── RECORDS
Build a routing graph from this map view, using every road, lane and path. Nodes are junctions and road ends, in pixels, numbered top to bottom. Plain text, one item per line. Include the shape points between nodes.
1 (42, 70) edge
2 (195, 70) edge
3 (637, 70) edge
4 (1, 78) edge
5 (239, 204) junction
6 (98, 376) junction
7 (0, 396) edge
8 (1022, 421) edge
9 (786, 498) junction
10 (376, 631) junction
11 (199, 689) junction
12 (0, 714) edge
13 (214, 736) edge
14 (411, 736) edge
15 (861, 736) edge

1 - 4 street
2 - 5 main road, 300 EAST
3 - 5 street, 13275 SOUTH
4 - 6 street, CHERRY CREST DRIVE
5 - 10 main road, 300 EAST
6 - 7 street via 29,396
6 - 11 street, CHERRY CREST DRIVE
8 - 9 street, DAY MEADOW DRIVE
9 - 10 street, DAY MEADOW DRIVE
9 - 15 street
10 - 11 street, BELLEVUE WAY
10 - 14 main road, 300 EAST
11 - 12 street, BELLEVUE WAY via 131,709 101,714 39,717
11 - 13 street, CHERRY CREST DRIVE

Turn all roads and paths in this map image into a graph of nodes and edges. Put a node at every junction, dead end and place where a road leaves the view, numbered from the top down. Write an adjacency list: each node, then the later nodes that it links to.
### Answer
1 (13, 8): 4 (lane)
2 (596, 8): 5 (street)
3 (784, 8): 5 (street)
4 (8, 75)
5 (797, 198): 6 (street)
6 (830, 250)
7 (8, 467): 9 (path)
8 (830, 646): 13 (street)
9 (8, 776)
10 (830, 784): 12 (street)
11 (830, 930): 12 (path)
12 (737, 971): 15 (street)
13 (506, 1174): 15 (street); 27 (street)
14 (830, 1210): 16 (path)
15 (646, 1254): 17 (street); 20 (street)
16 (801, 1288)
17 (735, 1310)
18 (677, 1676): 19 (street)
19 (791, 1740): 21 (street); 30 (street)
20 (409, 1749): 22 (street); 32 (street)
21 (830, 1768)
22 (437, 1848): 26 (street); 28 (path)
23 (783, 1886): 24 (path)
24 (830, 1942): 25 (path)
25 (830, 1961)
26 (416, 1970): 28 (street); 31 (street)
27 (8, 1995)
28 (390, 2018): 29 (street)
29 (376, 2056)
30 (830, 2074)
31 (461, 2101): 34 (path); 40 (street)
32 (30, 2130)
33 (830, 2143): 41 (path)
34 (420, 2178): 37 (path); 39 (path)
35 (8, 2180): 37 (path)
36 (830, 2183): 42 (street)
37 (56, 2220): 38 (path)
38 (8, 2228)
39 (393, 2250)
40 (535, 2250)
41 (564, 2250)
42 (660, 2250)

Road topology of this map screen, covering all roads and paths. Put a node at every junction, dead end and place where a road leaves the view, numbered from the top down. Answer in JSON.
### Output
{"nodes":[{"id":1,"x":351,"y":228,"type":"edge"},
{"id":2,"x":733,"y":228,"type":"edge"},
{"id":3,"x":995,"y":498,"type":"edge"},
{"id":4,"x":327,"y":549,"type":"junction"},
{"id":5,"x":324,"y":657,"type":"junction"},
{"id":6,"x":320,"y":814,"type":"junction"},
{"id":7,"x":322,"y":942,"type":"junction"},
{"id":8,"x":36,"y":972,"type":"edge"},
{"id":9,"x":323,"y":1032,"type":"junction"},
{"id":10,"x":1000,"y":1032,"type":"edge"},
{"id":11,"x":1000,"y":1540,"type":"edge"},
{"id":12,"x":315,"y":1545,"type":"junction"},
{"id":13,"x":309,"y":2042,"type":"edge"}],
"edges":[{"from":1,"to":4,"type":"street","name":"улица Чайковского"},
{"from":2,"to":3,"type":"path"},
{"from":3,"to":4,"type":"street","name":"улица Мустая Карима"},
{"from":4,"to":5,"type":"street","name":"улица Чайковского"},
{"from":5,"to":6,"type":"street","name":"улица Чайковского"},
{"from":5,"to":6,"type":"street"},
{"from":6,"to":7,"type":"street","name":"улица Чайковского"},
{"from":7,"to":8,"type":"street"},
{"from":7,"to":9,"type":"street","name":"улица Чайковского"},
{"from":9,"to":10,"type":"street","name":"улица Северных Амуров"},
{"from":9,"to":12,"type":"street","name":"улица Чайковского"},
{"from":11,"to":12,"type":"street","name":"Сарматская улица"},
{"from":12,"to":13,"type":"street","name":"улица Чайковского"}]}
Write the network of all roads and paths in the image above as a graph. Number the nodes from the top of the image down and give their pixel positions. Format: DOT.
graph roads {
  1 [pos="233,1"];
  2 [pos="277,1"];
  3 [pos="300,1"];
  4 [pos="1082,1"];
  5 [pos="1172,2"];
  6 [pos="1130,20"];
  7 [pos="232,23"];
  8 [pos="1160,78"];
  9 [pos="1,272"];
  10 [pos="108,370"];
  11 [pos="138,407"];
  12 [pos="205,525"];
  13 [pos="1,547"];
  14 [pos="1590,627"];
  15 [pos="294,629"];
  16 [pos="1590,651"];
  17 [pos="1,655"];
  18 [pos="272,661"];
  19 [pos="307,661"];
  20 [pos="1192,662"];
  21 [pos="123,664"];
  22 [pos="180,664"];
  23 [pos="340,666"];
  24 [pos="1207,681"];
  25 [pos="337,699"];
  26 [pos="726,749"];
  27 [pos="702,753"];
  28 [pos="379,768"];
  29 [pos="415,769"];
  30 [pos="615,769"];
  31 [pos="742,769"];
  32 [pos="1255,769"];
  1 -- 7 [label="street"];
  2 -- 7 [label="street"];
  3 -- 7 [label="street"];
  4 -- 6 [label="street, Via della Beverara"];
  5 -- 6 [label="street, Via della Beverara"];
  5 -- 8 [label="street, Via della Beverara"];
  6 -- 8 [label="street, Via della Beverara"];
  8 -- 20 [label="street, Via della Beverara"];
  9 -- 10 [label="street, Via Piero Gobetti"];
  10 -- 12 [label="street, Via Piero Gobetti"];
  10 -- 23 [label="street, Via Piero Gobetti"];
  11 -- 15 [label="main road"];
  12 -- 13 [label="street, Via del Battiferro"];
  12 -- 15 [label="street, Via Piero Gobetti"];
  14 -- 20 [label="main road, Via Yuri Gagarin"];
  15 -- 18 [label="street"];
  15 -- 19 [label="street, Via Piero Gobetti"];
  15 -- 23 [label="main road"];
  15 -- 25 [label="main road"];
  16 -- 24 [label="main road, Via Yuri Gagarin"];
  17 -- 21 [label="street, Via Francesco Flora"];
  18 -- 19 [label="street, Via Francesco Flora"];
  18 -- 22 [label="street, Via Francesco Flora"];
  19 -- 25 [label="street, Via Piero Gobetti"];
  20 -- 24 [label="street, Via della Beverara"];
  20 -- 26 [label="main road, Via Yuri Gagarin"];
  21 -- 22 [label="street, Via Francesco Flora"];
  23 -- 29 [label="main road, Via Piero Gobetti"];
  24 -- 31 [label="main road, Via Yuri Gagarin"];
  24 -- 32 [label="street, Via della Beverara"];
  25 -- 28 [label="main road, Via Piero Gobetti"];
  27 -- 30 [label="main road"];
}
────
Provide a faithful, complete copy of the entries above.

### RESPONSE BELOW
Build a routing graph from this map view, using every road, lane and path. Nodes are junctions and road ends, in pixels, numbered top to bottom. Plain text, one item per line. Include the shape points between nodes.
1 (42, 70) edge
2 (195, 70) edge
3 (637, 70) edge
4 (1, 78) edge
5 (239, 204) junction
6 (98, 376) junction
7 (0, 396) edge
8 (1022, 421) edge
9 (786, 498) junction
10 (376, 631) junction
11 (199, 689) junction
12 (0, 714) edge
13 (214, 736) edge
14 (411, 736) edge
15 (861, 736) edge

1 - 4 street
2 - 5 main road, 300 EAST
3 - 5 street, 13275 SOUTH
4 - 6 street, CHERRY CREST DRIVE
5 - 10 main road, 300 EAST
6 - 7 street via 29,396
6 - 11 street, CHERRY CREST DRIVE
8 - 9 street, DAY MEADOW DRIVE
9 - 10 street, DAY MEADOW DRIVE
9 - 15 street
10 - 11 street, BELLEVUE WAY
10 - 14 main road, 300 EAST
11 - 12 street, BELLEVUE WAY via 131,709 101,714 39,717
11 - 13 street, CHERRY CREST DRIVE

Turn all roads and paths in this map image into a graph of nodes and edges. Put a node at every junction, dead end and place where a road leaves the view, numbered from the top down. Write an adjacency list: each node, then the later nodes that it links to.
### Answer
1 (13, 8): 4 (lane)
2 (596, 8): 5 (street)
3 (784, 8): 5 (street)
4 (8, 75)
5 (797, 198): 6 (street)
6 (830, 250)
7 (8, 467): 9 (path)
8 (830, 646): 13 (street)
9 (8, 776)
10 (830, 784): 12 (street)
11 (830, 930): 12 (path)
12 (737, 971): 15 (street)
13 (506, 1174): 15 (street); 27 (street)
14 (830, 1210): 16 (path)
15 (646, 1254): 17 (street); 20 (street)
16 (801, 1288)
17 (735, 1310)
18 (677, 1676): 19 (street)
19 (791, 1740): 21 (street); 30 (street)
20 (409, 1749): 22 (street); 32 (street)
21 (830, 1768)
22 (437, 1848): 26 (street); 28 (path)
23 (783, 1886): 24 (path)
24 (830, 1942): 25 (path)
25 (830, 1961)
26 (416, 1970): 28 (street); 31 (street)
27 (8, 1995)
28 (390, 2018): 29 (street)
29 (376, 2056)
30 (830, 2074)
31 (461, 2101): 34 (path); 40 (street)
32 (30, 2130)
33 (830, 2143): 41 (path)
34 (420, 2178): 37 (path); 39 (path)
35 (8, 2180): 37 (path)
36 (830, 2183): 42 (street)
37 (56, 2220): 38 (path)
38 (8, 2228)
39 (393, 2250)
40 (535, 2250)
41 (564, 2250)
42 (660, 2250)

Road topology of this map screen, covering all roads and paths. Put a node at every junction, dead end and place where a road leaves the view, numbered from the top down. Answer in JSON.
### Output
{"nodes":[{"id":1,"x":351,"y":228,"type":"edge"},
{"id":2,"x":733,"y":228,"type":"edge"},
{"id":3,"x":995,"y":498,"type":"edge"},
{"id":4,"x":327,"y":549,"type":"junction"},
{"id":5,"x":324,"y":657,"type":"junction"},
{"id":6,"x":320,"y":814,"type":"junction"},
{"id":7,"x":322,"y":942,"type":"junction"},
{"id":8,"x":36,"y":972,"type":"edge"},
{"id":9,"x":323,"y":1032,"type":"junction"},
{"id":10,"x":1000,"y":1032,"type":"edge"},
{"id":11,"x":1000,"y":1540,"type":"edge"},
{"id":12,"x":315,"y":1545,"type":"junction"},
{"id":13,"x":309,"y":2042,"type":"edge"}],
"edges":[{"from":1,"to":4,"type":"street","name":"улица Чайковского"},
{"from":2,"to":3,"type":"path"},
{"from":3,"to":4,"type":"street","name":"улица Мустая Карима"},
{"from":4,"to":5,"type":"street","name":"улица Чайковского"},
{"from":5,"to":6,"type":"street","name":"улица Чайковского"},
{"from":5,"to":6,"type":"street"},
{"from":6,"to":7,"type":"street","name":"улица Чайковского"},
{"from":7,"to":8,"type":"street"},
{"from":7,"to":9,"type":"street","name":"улица Чайковского"},
{"from":9,"to":10,"type":"street","name":"улица Северных Амуров"},
{"from":9,"to":12,"type":"street","name":"улица Чайковского"},
{"from":11,"to":12,"type":"street","name":"Сарматская улица"},
{"from":12,"to":13,"type":"street","name":"улица Чайковского"}]}
Write the network of all roads and paths in the image above as a graph. Number the nodes from the top of the image down and give their pixel positions. Format: DOT.
graph roads {
  1 [pos="233,1"];
  2 [pos="277,1"];
  3 [pos="300,1"];
  4 [pos="1082,1"];
  5 [pos="1172,2"];
  6 [pos="1130,20"];
  7 [pos="232,23"];
  8 [pos="1160,78"];
  9 [pos="1,272"];
  10 [pos="108,370"];
  11 [pos="138,407"];
  12 [pos="205,525"];
  13 [pos="1,547"];
  14 [pos="1590,627"];
  15 [pos="294,629"];
  16 [pos="1590,651"];
  17 [pos="1,655"];
  18 [pos="272,661"];
  19 [pos="307,661"];
  20 [pos="1192,662"];
  21 [pos="123,664"];
  22 [pos="180,664"];
  23 [pos="340,666"];
  24 [pos="1207,681"];
  25 [pos="337,699"];
  26 [pos="726,749"];
  27 [pos="702,753"];
  28 [pos="379,768"];
  29 [pos="415,769"];
  30 [pos="615,769"];
  31 [pos="742,769"];
  32 [pos="1255,769"];
  1 -- 7 [label="street"];
  2 -- 7 [label="street"];
  3 -- 7 [label="street"];
  4 -- 6 [label="street, Via della Beverara"];
  5 -- 6 [label="street, Via della Beverara"];
  5 -- 8 [label="street, Via della Beverara"];
  6 -- 8 [label="street, Via della Beverara"];
  8 -- 20 [label="street, Via della Beverara"];
  9 -- 10 [label="street, Via Piero Gobetti"];
  10 -- 12 [label="street, Via Piero Gobetti"];
  10 -- 23 [label="street, Via Piero Gobetti"];
  11 -- 15 [label="main road"];
  12 -- 13 [label="street, Via del Battiferro"];
  12 -- 15 [label="street, Via Piero Gobetti"];
  14 -- 20 [label="main road, Via Yuri Gagarin"];
  15 -- 18 [label="street"];
  15 -- 19 [label="street, Via Piero Gobetti"];
  15 -- 23 [label="main road"];
  15 -- 25 [label="main road"];
  16 -- 24 [label="main road, Via Yuri Gagarin"];
  17 -- 21 [label="street, Via Francesco Flora"];
  18 -- 19 [label="street, Via Francesco Flora"];
  18 -- 22 [label="street, Via Francesco Flora"];
  19 -- 25 [label="street, Via Piero Gobetti"];
  20 -- 24 [label="street, Via della Beverara"];
  20 -- 26 [label="main road, Via Yuri Gagarin"];
  21 -- 22 [label="street, Via Francesco Flora"];
  23 -- 29 [label="main road, Via Piero Gobetti"];
  24 -- 31 [label="main road, Via Yuri Gagarin"];
  24 -- 32 [label="street, Via della Beverara"];
  25 -- 28 [label="main road, Via Piero Gobetti"];
  27 -- 30 [label="main road"];
}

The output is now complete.